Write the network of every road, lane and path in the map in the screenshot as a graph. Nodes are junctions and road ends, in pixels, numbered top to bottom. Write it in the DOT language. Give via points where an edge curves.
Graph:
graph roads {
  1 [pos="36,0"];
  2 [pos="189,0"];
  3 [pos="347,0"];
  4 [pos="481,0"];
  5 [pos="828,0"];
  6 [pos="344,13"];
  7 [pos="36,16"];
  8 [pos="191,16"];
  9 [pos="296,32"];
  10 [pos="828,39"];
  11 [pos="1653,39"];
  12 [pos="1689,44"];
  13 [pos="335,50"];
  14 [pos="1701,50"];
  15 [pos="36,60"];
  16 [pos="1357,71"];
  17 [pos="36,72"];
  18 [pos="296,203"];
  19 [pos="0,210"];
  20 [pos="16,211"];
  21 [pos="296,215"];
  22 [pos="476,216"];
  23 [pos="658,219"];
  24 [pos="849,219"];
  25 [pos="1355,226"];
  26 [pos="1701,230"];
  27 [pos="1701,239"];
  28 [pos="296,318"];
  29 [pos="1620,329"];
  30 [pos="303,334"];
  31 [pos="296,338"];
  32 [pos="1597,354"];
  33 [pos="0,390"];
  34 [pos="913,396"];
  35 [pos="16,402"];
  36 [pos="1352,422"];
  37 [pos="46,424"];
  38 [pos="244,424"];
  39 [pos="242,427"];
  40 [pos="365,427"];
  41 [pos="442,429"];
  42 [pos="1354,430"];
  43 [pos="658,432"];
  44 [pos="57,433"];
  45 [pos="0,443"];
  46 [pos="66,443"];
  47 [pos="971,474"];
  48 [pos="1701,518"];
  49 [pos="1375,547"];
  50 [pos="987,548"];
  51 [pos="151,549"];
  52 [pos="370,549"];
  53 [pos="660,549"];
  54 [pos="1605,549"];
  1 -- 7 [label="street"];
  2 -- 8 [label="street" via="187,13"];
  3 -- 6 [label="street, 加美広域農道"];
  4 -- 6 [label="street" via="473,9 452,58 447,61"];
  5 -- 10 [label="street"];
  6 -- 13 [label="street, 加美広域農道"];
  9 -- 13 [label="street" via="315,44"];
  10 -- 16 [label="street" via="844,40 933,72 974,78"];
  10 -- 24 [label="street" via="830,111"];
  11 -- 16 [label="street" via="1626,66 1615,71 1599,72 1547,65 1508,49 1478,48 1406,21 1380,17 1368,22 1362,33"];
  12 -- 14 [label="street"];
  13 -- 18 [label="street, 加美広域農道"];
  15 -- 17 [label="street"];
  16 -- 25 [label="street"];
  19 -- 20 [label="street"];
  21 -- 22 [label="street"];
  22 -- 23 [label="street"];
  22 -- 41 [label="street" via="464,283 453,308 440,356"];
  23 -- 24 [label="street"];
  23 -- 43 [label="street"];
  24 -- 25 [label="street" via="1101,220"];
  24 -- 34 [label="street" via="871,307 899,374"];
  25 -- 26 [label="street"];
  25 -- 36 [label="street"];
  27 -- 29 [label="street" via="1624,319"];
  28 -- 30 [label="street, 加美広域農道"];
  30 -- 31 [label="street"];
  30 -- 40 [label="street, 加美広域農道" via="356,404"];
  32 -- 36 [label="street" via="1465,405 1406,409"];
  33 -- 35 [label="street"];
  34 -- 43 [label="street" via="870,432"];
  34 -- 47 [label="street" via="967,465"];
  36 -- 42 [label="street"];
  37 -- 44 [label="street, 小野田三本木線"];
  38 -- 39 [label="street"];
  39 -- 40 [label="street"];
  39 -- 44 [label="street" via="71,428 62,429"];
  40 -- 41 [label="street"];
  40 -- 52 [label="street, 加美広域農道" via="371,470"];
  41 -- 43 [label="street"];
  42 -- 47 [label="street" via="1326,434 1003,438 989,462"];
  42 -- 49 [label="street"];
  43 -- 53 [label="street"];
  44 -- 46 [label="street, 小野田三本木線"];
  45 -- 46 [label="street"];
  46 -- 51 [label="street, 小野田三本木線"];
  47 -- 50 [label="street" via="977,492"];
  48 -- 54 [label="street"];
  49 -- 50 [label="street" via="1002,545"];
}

- - - - -

• _What you should do_
Take the records shown above and output them again exactly.

• _Answer box_
Write the network of every road, lane and path in the map in the screenshot as a graph. Nodes are junctions and road ends, in pixels, numbered top to bottom. Write it in the DOT language. Give via points where an edge curves.
Graph:
graph roads {
  1 [pos="36,0"];
  2 [pos="189,0"];
  3 [pos="347,0"];
  4 [pos="481,0"];
  5 [pos="828,0"];
  6 [pos="344,13"];
  7 [pos="36,16"];
  8 [pos="191,16"];
  9 [pos="296,32"];
  10 [pos="828,39"];
  11 [pos="1653,39"];
  12 [pos="1689,44"];
  13 [pos="335,50"];
  14 [pos="1701,50"];
  15 [pos="36,60"];
  16 [pos="1357,71"];
  17 [pos="36,72"];
  18 [pos="296,203"];
  19 [pos="0,210"];
  20 [pos="16,211"];
  21 [pos="296,215"];
  22 [pos="476,216"];
  23 [pos="658,219"];
  24 [pos="849,219"];
  25 [pos="1355,226"];
  26 [pos="1701,230"];
  27 [pos="1701,239"];
  28 [pos="296,318"];
  29 [pos="1620,329"];
  30 [pos="303,334"];
  31 [pos="296,338"];
  32 [pos="1597,354"];
  33 [pos="0,390"];
  34 [pos="913,396"];
  35 [pos="16,402"];
  36 [pos="1352,422"];
  37 [pos="46,424"];
  38 [pos="244,424"];
  39 [pos="242,427"];
  40 [pos="365,427"];
  41 [pos="442,429"];
  42 [pos="1354,430"];
  43 [pos="658,432"];
  44 [pos="57,433"];
  45 [pos="0,443"];
  46 [pos="66,443"];
  47 [pos="971,474"];
  48 [pos="1701,518"];
  49 [pos="1375,547"];
  50 [pos="987,548"];
  51 [pos="151,549"];
  52 [pos="370,549"];
  53 [pos="660,549"];
  54 [pos="1605,549"];
  1 -- 7 [label="street"];
  2 -- 8 [label="street" via="187,13"];
  3 -- 6 [label="street, 加美広域農道"];
  4 -- 6 [label="street" via="473,9 452,58 447,61"];
  5 -- 10 [label="street"];
  6 -- 13 [label="street, 加美広域農道"];
  9 -- 13 [label="street" via="315,44"];
  10 -- 16 [label="street" via="844,40 933,72 974,78"];
  10 -- 24 [label="street" via="830,111"];
  11 -- 16 [label="street" via="1626,66 1615,71 1599,72 1547,65 1508,49 1478,48 1406,21 1380,17 1368,22 1362,33"];
  12 -- 14 [label="street"];
  13 -- 18 [label="street, 加美広域農道"];
  15 -- 17 [label="street"];
  16 -- 25 [label="street"];
  19 -- 20 [label="street"];
  21 -- 22 [label="street"];
  22 -- 23 [label="street"];
  22 -- 41 [label="street" via="464,283 453,308 440,356"];
  23 -- 24 [label="street"];
  23 -- 43 [label="street"];
  24 -- 25 [label="street" via="1101,220"];
  24 -- 34 [label="street" via="871,307 899,374"];
  25 -- 26 [label="street"];
  25 -- 36 [label="street"];
  27 -- 29 [label="street" via="1624,319"];
  28 -- 30 [label="street, 加美広域農道"];
  30 -- 31 [label="street"];
  30 -- 40 [label="street, 加美広域農道" via="356,404"];
  32 -- 36 [label="street" via="1465,405 1406,409"];
  33 -- 35 [label="street"];
  34 -- 43 [label="street" via="870,432"];
  34 -- 47 [label="street" via="967,465"];
  36 -- 42 [label="street"];
  37 -- 44 [label="street, 小野田三本木線"];
  38 -- 39 [label="street"];
  39 -- 40 [label="street"];
  39 -- 44 [label="street" via="71,428 62,429"];
  40 -- 41 [label="street"];
  40 -- 52 [label="street, 加美広域農道" via="371,470"];
  41 -- 43 [label="street"];
  42 -- 47 [label="street" via="1326,434 1003,438 989,462"];
  42 -- 49 [label="street"];
  43 -- 53 [label="street"];
  44 -- 46 [label="street, 小野田三本木線"];
  45 -- 46 [label="street"];
  46 -- 51 [label="street, 小野田三本木線"];
  47 -- 50 [label="street" via="977,492"];
  48 -- 54 [label="street"];
  49 -- 50 [label="street" via="1002,545"];
}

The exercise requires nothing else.